Dor de jovem morto por H1N1 foi diagnosticada como “excesso de tela”

Familiares de Bryan de Souza Camargo, morto em decorrência do vírus H1N1 em Sorocaba, interior de São Paulo, afirmam que negligência médica contribuiu para a gravidade do quadro do adolescente. O adolescente de 13 anos foi levado ao hospital no dia seguinte aos primeiros sintomas e ouviu que as dores no corpo eram causadas por uso excessivo de computador.

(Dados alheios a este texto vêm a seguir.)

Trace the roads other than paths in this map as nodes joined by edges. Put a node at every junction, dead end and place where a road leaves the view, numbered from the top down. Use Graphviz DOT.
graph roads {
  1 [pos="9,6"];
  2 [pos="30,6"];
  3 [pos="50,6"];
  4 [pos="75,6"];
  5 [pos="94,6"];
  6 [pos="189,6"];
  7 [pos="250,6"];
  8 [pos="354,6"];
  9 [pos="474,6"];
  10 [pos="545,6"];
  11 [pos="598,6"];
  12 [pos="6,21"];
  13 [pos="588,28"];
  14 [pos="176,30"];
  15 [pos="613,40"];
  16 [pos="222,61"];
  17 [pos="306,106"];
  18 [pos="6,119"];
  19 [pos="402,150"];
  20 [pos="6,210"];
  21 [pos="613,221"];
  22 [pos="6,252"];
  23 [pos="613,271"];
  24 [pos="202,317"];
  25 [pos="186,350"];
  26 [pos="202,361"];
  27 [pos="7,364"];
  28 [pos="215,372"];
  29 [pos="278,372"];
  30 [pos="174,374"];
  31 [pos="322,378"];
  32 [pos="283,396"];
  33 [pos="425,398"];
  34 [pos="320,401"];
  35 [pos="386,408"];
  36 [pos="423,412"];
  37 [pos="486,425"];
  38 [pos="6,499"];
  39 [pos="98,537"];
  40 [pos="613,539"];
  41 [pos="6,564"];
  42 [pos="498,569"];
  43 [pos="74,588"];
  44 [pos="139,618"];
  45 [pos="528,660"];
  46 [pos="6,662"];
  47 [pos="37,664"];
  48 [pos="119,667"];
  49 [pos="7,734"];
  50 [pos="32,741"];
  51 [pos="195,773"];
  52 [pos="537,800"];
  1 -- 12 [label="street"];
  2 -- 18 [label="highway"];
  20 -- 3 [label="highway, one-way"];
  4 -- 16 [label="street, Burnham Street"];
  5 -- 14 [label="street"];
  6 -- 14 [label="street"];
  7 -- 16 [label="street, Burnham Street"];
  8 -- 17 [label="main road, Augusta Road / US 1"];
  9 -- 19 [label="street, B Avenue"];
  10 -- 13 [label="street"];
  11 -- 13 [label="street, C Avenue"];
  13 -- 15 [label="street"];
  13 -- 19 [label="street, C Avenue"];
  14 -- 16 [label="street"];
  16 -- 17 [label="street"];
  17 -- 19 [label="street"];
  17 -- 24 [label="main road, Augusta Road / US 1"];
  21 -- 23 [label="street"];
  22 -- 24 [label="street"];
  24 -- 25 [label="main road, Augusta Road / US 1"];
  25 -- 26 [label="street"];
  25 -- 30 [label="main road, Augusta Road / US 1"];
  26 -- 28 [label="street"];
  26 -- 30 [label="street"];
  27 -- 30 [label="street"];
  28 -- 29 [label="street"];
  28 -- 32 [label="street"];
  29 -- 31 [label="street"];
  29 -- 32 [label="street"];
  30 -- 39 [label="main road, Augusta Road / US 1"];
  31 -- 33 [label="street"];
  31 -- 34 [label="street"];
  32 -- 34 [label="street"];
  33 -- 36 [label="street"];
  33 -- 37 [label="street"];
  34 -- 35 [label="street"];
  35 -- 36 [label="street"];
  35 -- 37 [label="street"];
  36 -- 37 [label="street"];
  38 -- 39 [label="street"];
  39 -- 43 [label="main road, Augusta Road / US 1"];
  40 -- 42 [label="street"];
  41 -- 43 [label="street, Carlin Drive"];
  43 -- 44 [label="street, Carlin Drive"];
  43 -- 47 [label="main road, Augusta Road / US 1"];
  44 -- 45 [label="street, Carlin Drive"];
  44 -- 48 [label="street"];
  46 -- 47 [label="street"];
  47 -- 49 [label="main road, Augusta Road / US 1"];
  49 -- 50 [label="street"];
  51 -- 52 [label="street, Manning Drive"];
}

Ao Metrópoles, o pai de Bryan, Eliseu Gomes de Souza Camargo, contou que o filho apresentou tosse e dores no peito no dia 30 de março, um domingo. Como os pais acreditaram se tratar de uma tosse alérgica, ele foi para a escola normalmente no dia seguinte. Após a aula, o jovem se queixou de dor de garganta e procurou atendimento pediátrico no Hospital Amhemed Sorocaba.

“Ele estava com uma íngua no ombro e falou o que estava sentindo. A pediatra avaliou garganta, ouvido, batimentos e disse que estava tudo normal, o peito não estava carregado. Ela disse que eram apenas dores musculares por ele ficar muito tempo no computador“, afirmou o pai. “Eu questionei e disse que ele não tem computador, então ela respondeu que poderia ser o celular e disse que receitaria um anti-inflamatório. Não pediu nenhum tipo de exame, nem hemograma ou raio-x.”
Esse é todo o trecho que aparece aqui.